Creative Blues

Most of us go through creative blocks stifling the motivation to get out and photograph. Right now, I have the creative blues. I’m finding it hard to believe that I can go to any of my nearby locations and find anything to shoot that might interest me. Part of this feeling comes from regularly going to the same locations out of habit or by trying to fit my photography around my work commitments. The hours I have available in my day either before or after work or at lunch keep me tied to a very limited nearby locale and I feel like I’m shooting the same subjects over and over.
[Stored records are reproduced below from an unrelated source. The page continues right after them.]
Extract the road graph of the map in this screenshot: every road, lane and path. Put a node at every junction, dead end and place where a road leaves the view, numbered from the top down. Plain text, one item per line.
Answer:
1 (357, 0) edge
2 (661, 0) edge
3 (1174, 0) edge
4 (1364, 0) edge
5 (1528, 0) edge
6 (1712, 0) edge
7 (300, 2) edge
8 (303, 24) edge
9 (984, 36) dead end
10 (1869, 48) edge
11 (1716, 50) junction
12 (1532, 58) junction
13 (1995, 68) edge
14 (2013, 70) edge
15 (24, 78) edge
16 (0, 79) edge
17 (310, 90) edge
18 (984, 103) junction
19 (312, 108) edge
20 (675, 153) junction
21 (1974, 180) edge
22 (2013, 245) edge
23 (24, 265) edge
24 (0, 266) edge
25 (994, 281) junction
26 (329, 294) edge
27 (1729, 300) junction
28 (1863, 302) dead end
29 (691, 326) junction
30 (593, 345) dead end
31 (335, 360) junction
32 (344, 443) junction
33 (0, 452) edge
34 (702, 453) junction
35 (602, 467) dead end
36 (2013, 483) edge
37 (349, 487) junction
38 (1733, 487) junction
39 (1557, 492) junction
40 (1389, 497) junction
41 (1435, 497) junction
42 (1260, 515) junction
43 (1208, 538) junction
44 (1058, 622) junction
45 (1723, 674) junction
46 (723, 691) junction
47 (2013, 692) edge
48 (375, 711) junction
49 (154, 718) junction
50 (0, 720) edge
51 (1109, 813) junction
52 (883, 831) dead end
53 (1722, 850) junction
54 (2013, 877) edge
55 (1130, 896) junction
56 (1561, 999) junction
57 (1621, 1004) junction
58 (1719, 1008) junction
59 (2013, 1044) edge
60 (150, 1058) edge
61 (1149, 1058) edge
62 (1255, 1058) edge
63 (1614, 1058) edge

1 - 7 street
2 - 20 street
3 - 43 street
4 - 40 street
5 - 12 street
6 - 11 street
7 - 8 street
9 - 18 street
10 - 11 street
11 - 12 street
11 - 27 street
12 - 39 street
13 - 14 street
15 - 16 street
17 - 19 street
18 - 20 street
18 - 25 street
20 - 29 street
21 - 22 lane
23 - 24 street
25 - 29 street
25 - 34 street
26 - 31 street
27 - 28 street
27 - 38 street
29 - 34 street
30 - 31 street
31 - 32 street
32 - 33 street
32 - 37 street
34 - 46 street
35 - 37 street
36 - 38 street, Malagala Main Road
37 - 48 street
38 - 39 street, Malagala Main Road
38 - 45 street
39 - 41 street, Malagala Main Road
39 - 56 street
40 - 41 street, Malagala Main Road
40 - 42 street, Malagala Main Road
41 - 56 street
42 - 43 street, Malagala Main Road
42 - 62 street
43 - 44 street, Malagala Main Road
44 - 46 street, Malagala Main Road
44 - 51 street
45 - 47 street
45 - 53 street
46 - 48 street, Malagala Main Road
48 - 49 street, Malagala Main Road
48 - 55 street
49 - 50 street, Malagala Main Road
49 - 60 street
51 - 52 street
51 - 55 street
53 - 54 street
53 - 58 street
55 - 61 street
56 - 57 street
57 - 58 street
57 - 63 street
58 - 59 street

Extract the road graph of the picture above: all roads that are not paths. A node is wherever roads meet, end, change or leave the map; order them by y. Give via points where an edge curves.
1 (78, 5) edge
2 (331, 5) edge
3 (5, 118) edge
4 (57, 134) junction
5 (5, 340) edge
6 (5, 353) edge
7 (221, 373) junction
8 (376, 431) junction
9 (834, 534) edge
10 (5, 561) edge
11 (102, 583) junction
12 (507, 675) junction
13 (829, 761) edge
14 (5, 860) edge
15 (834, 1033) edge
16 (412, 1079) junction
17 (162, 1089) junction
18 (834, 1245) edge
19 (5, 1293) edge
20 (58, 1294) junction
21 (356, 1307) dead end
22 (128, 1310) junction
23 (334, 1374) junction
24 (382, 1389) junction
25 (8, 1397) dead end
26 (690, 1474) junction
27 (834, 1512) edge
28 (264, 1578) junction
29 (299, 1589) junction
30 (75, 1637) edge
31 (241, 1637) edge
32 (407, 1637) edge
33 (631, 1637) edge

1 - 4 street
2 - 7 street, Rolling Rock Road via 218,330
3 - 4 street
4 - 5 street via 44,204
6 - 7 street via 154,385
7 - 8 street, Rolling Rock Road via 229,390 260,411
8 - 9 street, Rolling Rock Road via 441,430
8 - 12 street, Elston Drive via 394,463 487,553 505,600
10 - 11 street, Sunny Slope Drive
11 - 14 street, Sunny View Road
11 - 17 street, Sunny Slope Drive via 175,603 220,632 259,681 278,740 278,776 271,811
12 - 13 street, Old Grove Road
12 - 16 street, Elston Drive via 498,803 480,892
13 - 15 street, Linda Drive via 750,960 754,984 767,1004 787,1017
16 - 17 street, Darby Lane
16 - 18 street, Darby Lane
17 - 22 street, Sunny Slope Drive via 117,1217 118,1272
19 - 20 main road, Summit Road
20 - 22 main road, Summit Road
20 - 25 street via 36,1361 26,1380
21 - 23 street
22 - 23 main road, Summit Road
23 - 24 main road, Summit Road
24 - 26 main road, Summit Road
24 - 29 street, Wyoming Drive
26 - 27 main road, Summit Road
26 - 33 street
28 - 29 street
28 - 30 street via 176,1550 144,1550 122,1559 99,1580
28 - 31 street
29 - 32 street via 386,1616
I know the obvious way to surmount this is just to get out and shoot not prejudging or convincing myself that nothing worthwhile will catch my eye. One of my favorite videos to watch over and over again on YouTube when I get these feelings is *X100: 1 Mile, 1 Year, 1 Lens.*   This amazing work by Todd Gipstein helps push away the negative thoughts that constantly creep into my mind around shooting repeatedly in a small geographic area. Todd captures images of some of the same subjects at various times of year with different textures, light and perspectives. The result is an amazing collection of images with a strong sense of relatedness accompanied by complementary background music in a beautiful video presentation.

I’m working to get through this dark place I’m in right now and I think the only way to plough through it is to just get out and shoot continually to challenge the self imposed limits of my seemingly overly familiar world.

If you’re currently in the same space as I am, I hope Todd’s work gives you some inspiration as it did for me.

As always, thanks for reading!

2 comments On Creative Blues

  • My experience is much the same in that my opportunities are limited to a specific area (for what I do), and time.
    Photography can be like the story of “The Student, The Fish, and Aggasiz”.
    The student is asked by his professor to study the fish and report. He performs a cursory review and reports.
    The professor challenges him to really look at and find other things.
    The student of course thinks this is a terrible idea…boring….he’s already seen everything. The student is forced to observe beyond the obvious. Ask questions, uncover and hypothesize.
    The fish is the same, it’s his perspective that changes.

    • Perfect Mark, that’s exactly the place I’m in as well. I’m working through it, took 5 or 6 film images this morning on way to work. Thanks for stopping by!